# Formular nach erfolgreichem Login ausblenden



## Funktionierdochmal (11. Dez 2019)

Moin ! wie kann ich vorgehen wenn ich, sobald ich auf eine Seite weitergeleitet werde, dessen Inhalt ausblenden will, der zuvor noch da war (Loginformular) ? Ich weiß nicht recht wie ich vorgehen soll, könnt ihr mir Ansätze geben?

Das ist meine login.jsp


```
<form action="LoginServlet" method="post">
        Name: <input type="text" name="name"><br>
        Passwort: <input type="password" name="password"><br><br>
        <button type="submit">Abschicken</button>
    </form>
Und in meinem Servlet wird geprüft ob alle eingaben korrekt sind.
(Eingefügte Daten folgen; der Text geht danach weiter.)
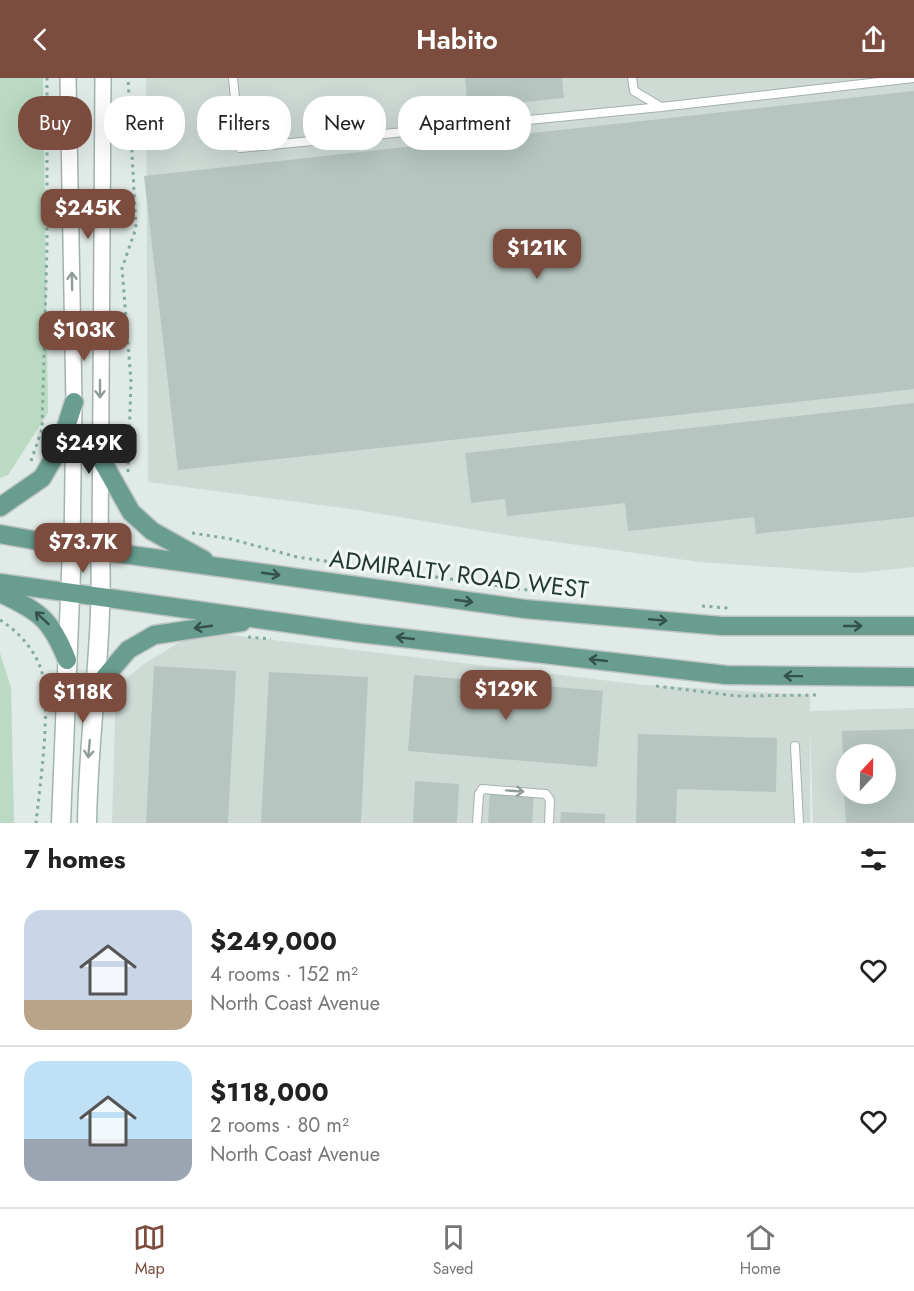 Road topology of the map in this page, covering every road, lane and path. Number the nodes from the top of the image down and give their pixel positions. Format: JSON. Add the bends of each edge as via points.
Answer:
{"nodes":[{"id":1,"x":47,"y":78,"type":"edge"},
{"id":2,"x":68,"y":78,"type":"edge"},
{"id":3,"x":103,"y":78,"type":"edge"},
{"id":4,"x":128,"y":78,"type":"edge"},
{"id":5,"x":234,"y":78,"type":"edge"},
{"id":6,"x":632,"y":78,"type":"edge"},
{"id":7,"x":914,"y":78,"type":"edge"},
{"id":8,"x":661,"y":107,"type":"junction"},
{"id":9,"x":74,"y":402,"type":"junction"},
{"id":10,"x":100,"y":457,"type":"junction"},
{"id":11,"x":26,"y":469,"type":"dead end"},
{"id":12,"x":132,"y":481,"type":"dead end"},
{"id":13,"x":0,"y":507,"type":"edge"},
{"id":14,"x":190,"y":533,"type":"dead end"},
{"id":15,"x":0,"y":534,"type":"edge"},
{"id":16,"x":72,"y":547,"type":"junction"},
{"id":17,"x":100,"y":550,"type":"junction"},
{"id":18,"x":213,"y":566,"type":"junction"},
{"id":19,"x":0,"y":583,"type":"edge"},
{"id":20,"x":70,"y":592,"type":"junction"},
{"id":21,"x":543,"y":592,"type":"dead end"},
{"id":22,"x":0,"y":593,"type":"edge"},
{"id":23,"x":102,"y":596,"type":"junction"},
{"id":24,"x":693,"y":605,"type":"dead end"},
{"id":25,"x":739,"y":608,"type":"dead end"},
{"id":26,"x":261,"y":619,"type":"junction"},
{"id":27,"x":0,"y":620,"type":"edge"},
{"id":28,"x":914,"y":626,"type":"edge"},
{"id":29,"x":239,"y":637,"type":"dead end"},
{"id":30,"x":273,"y":640,"type":"dead end"},
{"id":31,"x":67,"y":660,"type":"junction"},
{"id":32,"x":914,"y":677,"type":"edge"},
{"id":33,"x":655,"y":686,"type":"dead end"},
{"id":34,"x":94,"y":690,"type":"junction"},
{"id":35,"x":822,"y":694,"type":"dead end"},
{"id":36,"x":795,"y":746,"type":"dead end"},
{"id":37,"x":36,"y":823,"type":"edge"},
{"id":38,"x":61,"y":823,"type":"edge"},
{"id":39,"x":87,"y":823,"type":"edge"},
{"id":40,"x":477,"y":823,"type":"edge"},
{"id":41,"x":549,"y":823,"type":"edge"},
{"id":42,"x":799,"y":823,"type":"edge"}],
"edges":[{"from":1,"to":11,"type":"path","via":[[42,429]]},
{"from":9,"to":2,"type":"street","one_way":true},
{"from":3,"to":10,"type":"street","one_way":true},
{"from":4,"to":12,"type":"path","via":[[136,228],[122,268],[131,381],[128,472]]},
{"from":5,"to":8,"type":"lane","via":[[240,148]]},
{"from":6,"to":8,"type":"lane","via":[[634,91]]},
{"from":7,"to":8,"type":"lane"},
{"from":9,"to":13,"type":"main road","via":[[59,449],[42,478]]},
{"from":9,"to":16,"type":"street"},
{"from":10,"to":17,"type":"street"},
{"from":10,"to":18,"type":"main road","via":[[131,512],[152,531]]},
{"from":14,"to":21,"type":"path","via":[[231,539],[297,557]]},
{"from":15,"to":16,"type":"main road","name":"ADMIRALTY ROAD WEST"},
{"from":16,"to":17,"type":"main road","name":"ADMIRALTY ROAD WEST"},
{"from":16,"to":20,"type":"main road"},
{"from":17,"to":18,"type":"main road","name":"ADMIRALTY ROAD WEST"},
{"from":17,"to":23,"type":"main road"},
{"from":18,"to":28,"type":"main road","name":"ADMIRALTY ROAD WEST","one_way":true,"via":[[537,610],[722,626]]},
{"from":19,"to":20,"type":"main road"},
{"from":20,"to":23,"type":"main road"},
{"from":20,"to":31,"type":"main road"},
{"from":31,"to":22,"type":"main road","one_way":true,"via":[[58,636],[42,615]]},
{"from":23,"to":26,"type":"main road"},
{"from":23,"to":34,"type":"main road"},
{"from":24,"to":25,"type":"path"},
{"from":32,"to":26,"type":"main road","one_way":true,"via":[[726,675]]},
{"from":26,"to":34,"type":"main road","one_way":true,"via":[[154,634],[128,650]]},
{"from":27,"to":37,"type":"path","via":[[26,642],[41,670],[45,715]]},
{"from":29,"to":30,"type":"path"},
{"from":31,"to":38,"type":"main road"},
{"from":33,"to":35,"type":"path","via":[[737,696]]},
{"from":34,"to":39,"type":"main road","one_way":true},
{"from":36,"to":42,"type":"lane"},
{"from":40,"to":41,"type":"lane","one_way":true,"via":[[482,789],[546,794],[550,800]]}]}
Wenn ja, werde ich wieder in die login.jsp weitergeleitet
```


```
if(agb != null && datenschutzbestimmungen != null && alterKorrekt && mailKorrekt &&
                telefonKorrekt && passwordNeu.equals(passwordWdh)) {
            message += "Alle Eingaben korrekt - Benutzer angelegt.";
            benutzer.setAlter(alter);
            benutzer.setEmail(email);
            benutzer.setTelefon(telefon);
            benutzer.setPasswort(passwordNeu);
            session.setAttribute("benutzer", benutzer);
            session.setAttribute("message", message);
            request.getRequestDispatcher("login.jsp").forward(request, response);
```
Jetzt habe ich überhaupt keinen Plan, wie ich (mithilfe einer BenutzerTag.java Klasse) das LoginFormular in der login.jsp ausblenden kann...


----------